Planet Boelex & Lisa’s antenna – Little world (Soft Phase01)


Wie bereits angekündigt, geht mit Soft Phase ein neues Netlabel an den Start, ein „nordic netlabel“, um mal die Macher zu zitieren. Elektronisch betrachtet, verbinde ich damit ein ganz bestimmten Sound. Weich, warm, herzerfüllend. Mit dem ersten Release wird genau diese Schiene erfüllt und ein, für Netlabels, völlig untypisches, ein anderes, ein bisher so nicht gehörtes Goldstück ins Netz gestellt, das jegliche meiner Erwartungen maßlos übertroffen hat. Ehrlich. Ich mag den Sound von Planet Beolex seit langem sehr gerne, weil er immer einen ganz eigenen Sound fährt, diese Perle hier allerdings liebe ich, denn zu seinem nordischen Sound, paart sich die unfassbar schöne Stimme von Lisa’s antenna, und schickt den Hörer von Anfang bis zum Ende konsequent nach Norden. An ihrer Stimme kann man das wirklich Neue auch festmachen. Alle Sounds stehen nicht, wie so oft üblich, für sich selbst, sondern sind nur dazu da um diese Stimme zu begleiten, sie zu tragen, sie in den Vordergrund zu stellen. Es ist fast unfassbar, das so ein Release zum freien Download ins Netz kommt. Ich meine das deshalb, weil wirklich alle Songs eine neue, bisher nicht dagewesene Qualität im Netaudio-Bereich mitbringen. Zumindest habe ich sowas vergleichbares noch nicht laden können. Kaufen allerdings auch nicht, mir fällt nicht mal was Vergleichbares ein, was auch nur so ähnlich klingt.
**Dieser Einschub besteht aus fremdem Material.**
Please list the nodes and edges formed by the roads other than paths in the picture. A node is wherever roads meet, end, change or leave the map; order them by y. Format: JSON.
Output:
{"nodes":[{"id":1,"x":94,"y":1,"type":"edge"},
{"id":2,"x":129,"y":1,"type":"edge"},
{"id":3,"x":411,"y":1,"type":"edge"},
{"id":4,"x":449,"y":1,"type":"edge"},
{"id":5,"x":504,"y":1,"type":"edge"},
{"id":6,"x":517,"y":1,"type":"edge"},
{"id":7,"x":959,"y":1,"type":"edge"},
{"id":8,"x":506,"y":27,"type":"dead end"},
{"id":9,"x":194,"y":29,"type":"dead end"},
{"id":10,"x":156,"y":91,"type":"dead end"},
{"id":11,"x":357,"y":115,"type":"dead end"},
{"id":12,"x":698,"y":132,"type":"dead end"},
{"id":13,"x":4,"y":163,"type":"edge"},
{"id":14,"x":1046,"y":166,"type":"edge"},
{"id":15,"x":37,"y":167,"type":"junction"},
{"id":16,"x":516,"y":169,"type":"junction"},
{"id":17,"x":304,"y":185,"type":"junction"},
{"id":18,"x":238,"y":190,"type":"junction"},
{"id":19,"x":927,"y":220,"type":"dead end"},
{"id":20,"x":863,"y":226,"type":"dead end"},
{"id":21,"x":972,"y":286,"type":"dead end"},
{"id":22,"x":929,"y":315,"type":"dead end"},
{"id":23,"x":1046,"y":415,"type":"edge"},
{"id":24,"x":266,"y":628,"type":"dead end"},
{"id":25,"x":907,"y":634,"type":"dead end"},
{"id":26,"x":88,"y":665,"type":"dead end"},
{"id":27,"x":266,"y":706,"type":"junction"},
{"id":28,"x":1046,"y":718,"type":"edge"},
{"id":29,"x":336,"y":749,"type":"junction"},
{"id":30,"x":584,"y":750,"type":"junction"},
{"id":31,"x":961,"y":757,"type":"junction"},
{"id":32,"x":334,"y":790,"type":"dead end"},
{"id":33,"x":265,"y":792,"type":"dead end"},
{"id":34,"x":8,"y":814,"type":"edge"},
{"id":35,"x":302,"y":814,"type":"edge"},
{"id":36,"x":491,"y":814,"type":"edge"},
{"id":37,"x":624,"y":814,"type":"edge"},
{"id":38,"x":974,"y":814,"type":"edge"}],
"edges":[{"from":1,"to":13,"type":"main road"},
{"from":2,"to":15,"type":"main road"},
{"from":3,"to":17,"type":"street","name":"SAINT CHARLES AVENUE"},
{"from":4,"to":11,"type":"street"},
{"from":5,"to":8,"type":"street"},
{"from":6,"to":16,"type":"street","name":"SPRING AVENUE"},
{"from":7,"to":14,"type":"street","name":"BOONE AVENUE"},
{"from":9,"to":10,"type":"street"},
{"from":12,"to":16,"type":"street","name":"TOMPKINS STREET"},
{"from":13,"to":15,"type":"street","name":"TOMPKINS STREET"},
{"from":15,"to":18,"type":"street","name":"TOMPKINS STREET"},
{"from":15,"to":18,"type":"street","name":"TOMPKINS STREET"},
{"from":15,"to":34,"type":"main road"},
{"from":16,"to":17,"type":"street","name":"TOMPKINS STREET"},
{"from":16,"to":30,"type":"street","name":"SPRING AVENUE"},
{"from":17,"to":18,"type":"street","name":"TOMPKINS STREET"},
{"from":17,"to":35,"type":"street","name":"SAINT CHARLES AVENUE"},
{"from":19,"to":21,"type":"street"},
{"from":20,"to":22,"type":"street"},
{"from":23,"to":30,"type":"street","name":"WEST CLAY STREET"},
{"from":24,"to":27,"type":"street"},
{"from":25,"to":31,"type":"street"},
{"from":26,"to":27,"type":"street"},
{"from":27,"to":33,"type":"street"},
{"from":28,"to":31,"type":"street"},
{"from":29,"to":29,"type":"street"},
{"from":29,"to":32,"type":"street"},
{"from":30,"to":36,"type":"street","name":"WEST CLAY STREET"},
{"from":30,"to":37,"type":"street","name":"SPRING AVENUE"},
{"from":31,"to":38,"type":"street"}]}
Little world setzt völlig neue Maßstäbe. Sich daran zu messen, dürfte für viele verdammt schwer werden. Wenn sich aber andere Netaudiokünstler daran orientieren, könnte es die Chance geben, Netaudio von innen herraus aufzubrechen und endlich neue Wege zu gehen. Wege die endgültig beweisen, dass eben auch auf diese Weise vertriebene Musik, alles andere ist als nur umsonst. Das hier ist ein Meisterwerk, für mich jetzt schon die Platte des Jahres und vielleicht sogar das beste Netaudiorelease, was es bisher gegeben hat. Eben auch für jene Menschen hörbar, denen die elektronischen Standartreleases der letzten Jahre nichts gegeben haben, oder jene, die immer noch denken, da käme eh immer nur Zeug, dass man schon 100 Mal gehört hat.

Als ich letzte Woche schon mal reinhören konnte, hatte ich die Befürchtung, dass es die Songs nur als Bezahldownloads geben könnte, glücklicherweise ist dem aber nicht so. Diese Musik gehört eigentlich in jeden guten Radiosender und ist CC-Lizenziert. Ich bin sowas von beeindruckt.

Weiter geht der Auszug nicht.